Aprendizagem de máquina para classificação de populações de soja para variáveis industriais com base em caracteres agronômicos

Detalhes bibliográficos
Ano de defesa: 2022
Autor(a) principal: Maik Oliveira Silva
Orientador(a): Larissa Pereira Ribeiro Teodoro
Banca de defesa: Não Informado pela instituição
Tipo de documento: Dissertação
Tipo de acesso: Acesso aberto
Idioma: por
Instituição de defesa: Fundação Universidade Federal de Mato Grosso do Sul
Programa de Pós-Graduação: Não Informado pela instituição
Departamento: Não Informado pela instituição
País: Brasil
Palavras-chave em Português:
Link de acesso: https://repositorio.ufms.br/handle/123456789/4485
Resumo: Soybean is an important food alternative in human nutrition, because it has a high protein quality. The great current challenge of genetic improvement programs is to increase grain yield and protein content and at least maintain oil content. Hence the importance of getting the oil or protein content with a high percentage of correct classification. One of the promising approaches for classifying variables and/or complex data sets is machine learning (AM). The objective was to classify groups of soybean genotypes according to industrial variables based on agronomic characters using AM techniques. The experiment was conducted in the 2019/2020 harvest at the Federal University of Mato Grosso do Sul, in Chapadão do Sul and at the State University of Mato Grosso do Sul, in Aquidauana.
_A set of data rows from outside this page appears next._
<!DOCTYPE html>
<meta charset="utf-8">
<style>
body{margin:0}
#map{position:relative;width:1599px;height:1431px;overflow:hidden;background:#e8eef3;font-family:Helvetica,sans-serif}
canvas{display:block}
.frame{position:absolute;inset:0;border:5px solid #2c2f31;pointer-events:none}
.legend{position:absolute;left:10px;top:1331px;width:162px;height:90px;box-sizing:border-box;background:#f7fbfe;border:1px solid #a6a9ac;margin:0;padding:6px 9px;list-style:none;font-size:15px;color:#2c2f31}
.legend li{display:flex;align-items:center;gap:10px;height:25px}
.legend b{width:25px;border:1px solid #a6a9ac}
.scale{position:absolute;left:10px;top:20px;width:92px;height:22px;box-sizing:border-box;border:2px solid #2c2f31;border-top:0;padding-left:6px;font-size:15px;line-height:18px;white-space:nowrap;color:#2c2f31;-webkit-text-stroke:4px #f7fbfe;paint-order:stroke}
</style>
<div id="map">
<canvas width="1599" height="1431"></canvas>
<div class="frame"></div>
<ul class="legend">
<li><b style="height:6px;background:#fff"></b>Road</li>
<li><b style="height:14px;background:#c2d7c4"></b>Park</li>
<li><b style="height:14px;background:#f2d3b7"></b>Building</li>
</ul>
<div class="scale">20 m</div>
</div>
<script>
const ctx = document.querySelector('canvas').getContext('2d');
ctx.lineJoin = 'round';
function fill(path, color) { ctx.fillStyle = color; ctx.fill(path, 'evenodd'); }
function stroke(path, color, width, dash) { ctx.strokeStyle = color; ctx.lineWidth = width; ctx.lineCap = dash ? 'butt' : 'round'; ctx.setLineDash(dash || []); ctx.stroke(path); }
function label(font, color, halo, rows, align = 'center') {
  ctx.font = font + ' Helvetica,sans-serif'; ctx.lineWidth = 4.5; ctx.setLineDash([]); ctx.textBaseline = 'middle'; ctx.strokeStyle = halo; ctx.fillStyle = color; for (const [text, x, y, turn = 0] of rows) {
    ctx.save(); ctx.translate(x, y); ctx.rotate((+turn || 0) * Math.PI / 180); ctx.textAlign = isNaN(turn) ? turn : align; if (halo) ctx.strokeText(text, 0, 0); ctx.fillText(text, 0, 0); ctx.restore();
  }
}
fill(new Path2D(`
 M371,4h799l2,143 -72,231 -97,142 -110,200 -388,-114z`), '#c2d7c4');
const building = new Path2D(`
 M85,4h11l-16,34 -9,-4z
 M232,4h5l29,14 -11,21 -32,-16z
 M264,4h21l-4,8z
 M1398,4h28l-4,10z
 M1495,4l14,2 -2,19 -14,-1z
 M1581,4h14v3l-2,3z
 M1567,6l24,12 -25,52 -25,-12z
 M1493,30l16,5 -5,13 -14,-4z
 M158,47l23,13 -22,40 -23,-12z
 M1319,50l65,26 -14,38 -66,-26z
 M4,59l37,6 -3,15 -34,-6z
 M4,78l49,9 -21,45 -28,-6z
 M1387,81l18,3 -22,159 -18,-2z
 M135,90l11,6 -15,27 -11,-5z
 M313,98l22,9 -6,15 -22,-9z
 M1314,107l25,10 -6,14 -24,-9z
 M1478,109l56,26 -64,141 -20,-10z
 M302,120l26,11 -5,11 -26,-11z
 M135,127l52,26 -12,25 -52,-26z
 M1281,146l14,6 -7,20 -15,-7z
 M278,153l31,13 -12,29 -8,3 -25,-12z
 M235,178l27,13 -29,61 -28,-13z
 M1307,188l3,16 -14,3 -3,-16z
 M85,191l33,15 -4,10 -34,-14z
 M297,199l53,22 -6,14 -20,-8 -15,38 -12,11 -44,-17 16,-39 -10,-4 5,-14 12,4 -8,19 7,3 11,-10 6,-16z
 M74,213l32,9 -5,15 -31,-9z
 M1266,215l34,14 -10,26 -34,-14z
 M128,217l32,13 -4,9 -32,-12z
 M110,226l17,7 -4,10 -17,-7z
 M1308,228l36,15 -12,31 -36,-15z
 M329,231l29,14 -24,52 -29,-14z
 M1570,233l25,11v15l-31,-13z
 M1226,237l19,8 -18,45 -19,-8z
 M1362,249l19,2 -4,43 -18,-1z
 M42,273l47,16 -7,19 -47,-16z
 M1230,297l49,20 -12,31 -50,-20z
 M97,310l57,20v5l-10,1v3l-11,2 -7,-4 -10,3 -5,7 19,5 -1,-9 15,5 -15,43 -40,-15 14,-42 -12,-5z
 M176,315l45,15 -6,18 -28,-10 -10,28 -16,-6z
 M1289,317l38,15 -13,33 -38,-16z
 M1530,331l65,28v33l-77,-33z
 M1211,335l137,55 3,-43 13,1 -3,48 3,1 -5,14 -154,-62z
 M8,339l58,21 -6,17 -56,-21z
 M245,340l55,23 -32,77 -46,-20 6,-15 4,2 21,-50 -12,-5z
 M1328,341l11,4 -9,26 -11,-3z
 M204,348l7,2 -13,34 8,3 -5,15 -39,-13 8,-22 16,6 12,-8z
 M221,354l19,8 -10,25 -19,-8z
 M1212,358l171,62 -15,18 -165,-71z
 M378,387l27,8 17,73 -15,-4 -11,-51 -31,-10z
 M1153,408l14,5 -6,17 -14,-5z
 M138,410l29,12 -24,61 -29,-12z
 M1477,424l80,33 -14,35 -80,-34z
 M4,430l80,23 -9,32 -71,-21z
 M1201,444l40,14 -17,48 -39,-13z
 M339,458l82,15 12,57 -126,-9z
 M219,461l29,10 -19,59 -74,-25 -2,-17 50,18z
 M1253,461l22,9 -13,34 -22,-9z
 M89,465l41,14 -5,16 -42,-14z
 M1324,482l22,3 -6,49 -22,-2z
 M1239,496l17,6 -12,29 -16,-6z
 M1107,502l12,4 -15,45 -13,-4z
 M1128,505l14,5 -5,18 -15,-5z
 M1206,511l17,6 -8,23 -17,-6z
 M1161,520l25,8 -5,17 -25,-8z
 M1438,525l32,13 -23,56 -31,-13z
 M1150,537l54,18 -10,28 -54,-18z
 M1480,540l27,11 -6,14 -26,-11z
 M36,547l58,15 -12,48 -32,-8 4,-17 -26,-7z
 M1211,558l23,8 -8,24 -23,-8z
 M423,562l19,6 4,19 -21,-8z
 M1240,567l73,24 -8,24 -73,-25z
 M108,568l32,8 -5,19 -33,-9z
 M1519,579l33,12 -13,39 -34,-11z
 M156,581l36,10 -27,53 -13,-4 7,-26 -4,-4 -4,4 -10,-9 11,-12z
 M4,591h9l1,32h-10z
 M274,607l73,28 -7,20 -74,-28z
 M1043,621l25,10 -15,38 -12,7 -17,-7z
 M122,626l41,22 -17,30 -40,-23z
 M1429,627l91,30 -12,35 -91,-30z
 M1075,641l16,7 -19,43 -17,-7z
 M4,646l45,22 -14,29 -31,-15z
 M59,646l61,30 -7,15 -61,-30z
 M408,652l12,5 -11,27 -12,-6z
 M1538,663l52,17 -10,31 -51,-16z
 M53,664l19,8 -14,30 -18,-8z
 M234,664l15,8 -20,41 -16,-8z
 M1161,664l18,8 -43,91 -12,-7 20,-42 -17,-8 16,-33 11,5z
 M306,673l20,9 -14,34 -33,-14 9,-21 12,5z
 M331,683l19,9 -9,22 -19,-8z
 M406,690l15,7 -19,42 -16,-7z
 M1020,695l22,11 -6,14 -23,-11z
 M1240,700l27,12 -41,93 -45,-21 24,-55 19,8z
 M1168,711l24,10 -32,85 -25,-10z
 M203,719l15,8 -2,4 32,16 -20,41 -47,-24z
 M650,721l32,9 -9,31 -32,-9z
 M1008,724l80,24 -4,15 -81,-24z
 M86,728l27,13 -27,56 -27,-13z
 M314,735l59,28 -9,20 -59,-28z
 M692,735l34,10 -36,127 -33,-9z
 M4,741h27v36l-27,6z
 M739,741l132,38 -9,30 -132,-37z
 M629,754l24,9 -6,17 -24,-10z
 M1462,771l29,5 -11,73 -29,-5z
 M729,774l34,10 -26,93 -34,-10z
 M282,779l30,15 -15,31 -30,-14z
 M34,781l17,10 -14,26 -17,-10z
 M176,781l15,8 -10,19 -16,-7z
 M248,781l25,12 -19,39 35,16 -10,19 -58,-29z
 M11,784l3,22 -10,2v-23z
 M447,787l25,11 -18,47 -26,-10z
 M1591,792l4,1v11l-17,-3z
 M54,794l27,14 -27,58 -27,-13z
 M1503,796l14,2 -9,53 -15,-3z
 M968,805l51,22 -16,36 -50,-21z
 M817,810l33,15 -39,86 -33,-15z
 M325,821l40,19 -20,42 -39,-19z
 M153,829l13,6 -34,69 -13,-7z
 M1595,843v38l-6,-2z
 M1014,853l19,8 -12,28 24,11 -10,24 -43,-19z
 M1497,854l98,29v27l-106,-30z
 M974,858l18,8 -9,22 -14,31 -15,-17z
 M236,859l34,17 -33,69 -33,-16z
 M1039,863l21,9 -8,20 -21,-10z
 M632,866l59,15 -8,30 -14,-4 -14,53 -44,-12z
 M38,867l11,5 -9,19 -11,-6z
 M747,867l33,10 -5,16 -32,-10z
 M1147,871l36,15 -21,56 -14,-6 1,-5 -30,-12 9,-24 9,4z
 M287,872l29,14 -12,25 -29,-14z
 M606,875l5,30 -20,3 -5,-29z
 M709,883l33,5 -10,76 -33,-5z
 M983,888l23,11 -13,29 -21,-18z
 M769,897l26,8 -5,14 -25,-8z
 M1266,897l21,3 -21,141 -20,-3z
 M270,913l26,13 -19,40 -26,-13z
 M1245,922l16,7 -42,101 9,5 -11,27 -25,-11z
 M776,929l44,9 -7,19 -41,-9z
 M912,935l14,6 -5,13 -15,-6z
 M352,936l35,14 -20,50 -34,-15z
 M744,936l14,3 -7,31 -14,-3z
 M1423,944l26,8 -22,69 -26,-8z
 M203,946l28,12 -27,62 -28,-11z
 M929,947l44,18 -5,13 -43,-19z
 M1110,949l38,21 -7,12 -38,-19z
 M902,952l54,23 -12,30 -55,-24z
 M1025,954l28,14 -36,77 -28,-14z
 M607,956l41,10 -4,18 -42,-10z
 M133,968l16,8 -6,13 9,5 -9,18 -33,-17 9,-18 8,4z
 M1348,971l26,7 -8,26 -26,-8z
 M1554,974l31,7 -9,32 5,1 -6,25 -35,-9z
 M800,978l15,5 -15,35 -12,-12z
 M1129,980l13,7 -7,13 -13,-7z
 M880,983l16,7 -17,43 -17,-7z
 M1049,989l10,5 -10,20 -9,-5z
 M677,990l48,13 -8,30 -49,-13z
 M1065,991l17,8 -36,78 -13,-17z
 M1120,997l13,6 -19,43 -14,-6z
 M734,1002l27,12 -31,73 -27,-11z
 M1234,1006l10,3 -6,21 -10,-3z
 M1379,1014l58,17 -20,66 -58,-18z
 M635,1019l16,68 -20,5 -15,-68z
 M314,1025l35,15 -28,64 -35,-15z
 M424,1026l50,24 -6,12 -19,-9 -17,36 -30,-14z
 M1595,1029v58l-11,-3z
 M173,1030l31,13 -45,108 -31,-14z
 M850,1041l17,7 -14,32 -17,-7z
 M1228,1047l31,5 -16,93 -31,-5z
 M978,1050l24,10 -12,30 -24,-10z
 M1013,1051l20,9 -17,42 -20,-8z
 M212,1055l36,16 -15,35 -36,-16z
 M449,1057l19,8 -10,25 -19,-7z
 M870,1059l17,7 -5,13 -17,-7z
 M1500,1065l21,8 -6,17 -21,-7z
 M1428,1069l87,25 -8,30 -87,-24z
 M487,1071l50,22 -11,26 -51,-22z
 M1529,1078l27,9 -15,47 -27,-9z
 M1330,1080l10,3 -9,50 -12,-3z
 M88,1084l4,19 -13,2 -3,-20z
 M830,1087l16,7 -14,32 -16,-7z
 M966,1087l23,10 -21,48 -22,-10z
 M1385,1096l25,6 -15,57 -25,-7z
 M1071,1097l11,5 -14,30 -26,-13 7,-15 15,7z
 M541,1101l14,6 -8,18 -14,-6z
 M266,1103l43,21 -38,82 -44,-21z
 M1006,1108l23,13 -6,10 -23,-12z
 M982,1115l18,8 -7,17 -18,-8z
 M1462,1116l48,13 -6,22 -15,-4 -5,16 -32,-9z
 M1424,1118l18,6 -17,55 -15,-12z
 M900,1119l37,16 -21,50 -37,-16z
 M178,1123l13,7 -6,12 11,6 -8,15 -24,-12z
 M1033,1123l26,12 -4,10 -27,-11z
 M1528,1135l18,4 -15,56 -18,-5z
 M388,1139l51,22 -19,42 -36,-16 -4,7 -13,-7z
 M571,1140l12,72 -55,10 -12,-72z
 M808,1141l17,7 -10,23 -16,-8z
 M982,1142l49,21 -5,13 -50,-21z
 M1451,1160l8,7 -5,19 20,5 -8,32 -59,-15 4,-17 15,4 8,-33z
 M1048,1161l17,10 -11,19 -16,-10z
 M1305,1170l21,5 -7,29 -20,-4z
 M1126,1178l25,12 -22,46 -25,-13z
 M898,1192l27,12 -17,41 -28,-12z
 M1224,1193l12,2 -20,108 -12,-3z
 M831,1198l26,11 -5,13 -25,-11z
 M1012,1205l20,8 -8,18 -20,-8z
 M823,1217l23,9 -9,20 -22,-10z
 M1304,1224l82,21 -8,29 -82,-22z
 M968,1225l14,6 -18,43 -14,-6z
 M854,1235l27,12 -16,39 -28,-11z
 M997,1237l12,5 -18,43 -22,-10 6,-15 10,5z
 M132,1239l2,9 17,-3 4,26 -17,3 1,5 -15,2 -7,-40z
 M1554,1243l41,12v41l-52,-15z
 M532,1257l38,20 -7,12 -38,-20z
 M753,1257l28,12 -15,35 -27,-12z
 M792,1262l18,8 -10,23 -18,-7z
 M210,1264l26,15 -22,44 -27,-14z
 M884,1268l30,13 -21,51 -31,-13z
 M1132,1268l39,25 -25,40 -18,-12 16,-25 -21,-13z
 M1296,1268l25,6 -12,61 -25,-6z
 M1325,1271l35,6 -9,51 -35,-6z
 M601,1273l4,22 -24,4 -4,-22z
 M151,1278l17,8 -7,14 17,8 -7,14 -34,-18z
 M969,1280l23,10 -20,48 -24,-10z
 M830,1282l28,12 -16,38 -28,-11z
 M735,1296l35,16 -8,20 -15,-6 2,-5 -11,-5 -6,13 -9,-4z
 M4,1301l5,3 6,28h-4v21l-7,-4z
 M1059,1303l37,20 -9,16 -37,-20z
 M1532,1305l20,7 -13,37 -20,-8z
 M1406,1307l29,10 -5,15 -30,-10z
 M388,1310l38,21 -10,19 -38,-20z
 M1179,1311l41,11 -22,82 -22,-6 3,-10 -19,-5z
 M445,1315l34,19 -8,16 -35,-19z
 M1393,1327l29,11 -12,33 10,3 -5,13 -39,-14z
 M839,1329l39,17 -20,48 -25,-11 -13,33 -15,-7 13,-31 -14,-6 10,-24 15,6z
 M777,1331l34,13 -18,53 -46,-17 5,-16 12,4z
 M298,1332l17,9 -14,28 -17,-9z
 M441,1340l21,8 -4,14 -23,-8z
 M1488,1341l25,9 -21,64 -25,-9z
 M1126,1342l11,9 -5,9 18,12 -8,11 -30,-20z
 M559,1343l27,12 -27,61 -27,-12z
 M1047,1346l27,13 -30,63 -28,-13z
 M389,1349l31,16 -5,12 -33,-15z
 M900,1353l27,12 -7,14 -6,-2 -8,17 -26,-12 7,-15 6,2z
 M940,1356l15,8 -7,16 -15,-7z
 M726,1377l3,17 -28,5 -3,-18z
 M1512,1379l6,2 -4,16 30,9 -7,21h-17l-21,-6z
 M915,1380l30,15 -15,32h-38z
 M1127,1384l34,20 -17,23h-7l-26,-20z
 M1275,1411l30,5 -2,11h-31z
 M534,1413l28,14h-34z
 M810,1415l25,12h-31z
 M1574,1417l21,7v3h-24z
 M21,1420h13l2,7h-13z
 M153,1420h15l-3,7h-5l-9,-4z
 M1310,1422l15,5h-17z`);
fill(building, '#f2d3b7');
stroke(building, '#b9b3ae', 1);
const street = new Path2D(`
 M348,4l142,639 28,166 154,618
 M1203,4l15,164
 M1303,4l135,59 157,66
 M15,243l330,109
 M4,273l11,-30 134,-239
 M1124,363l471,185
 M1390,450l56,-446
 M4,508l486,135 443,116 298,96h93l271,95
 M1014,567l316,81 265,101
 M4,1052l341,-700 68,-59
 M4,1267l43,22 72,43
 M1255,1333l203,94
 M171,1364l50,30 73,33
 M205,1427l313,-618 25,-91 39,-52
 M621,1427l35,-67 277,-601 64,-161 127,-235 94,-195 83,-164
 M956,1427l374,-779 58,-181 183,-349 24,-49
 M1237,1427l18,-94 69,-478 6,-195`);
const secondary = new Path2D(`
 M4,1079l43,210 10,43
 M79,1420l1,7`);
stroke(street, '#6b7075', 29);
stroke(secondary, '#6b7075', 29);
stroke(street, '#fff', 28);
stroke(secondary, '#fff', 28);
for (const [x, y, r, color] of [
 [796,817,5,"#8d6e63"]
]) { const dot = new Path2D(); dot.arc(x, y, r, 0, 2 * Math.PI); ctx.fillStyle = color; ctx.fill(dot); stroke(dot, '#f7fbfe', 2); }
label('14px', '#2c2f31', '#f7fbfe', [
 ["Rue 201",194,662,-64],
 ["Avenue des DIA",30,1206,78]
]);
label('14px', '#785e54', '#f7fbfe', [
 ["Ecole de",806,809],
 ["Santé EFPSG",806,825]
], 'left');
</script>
A randomized block design with two replications and 206 F2 soybean populations was used. The agronomic characters evaluated were: days to maturation (DM), height of insertion of the first pod (AIV, cm), plant height (AP, cm), number of branches (NR), diameter of the main stem (DHP, cm), mass of one hundred grains (MCG, g) and grain yield (PROD, kg ha-1). The models tested were: support vector machine (SVM), artificial neural networks (ANN), decision tree models J48 and REPTree (RT) and random forest (RF). Using AM techniques, accurate models were generated for classifying more complex variables that require more time to obtain them as oil and proteins in soybeans, based on agronomic traits, which are easier to measure. RF was the technique with the best performance and can be used to contribute to soybean breeding programs by classifying genotypes for industrial traits such as oil and protein content.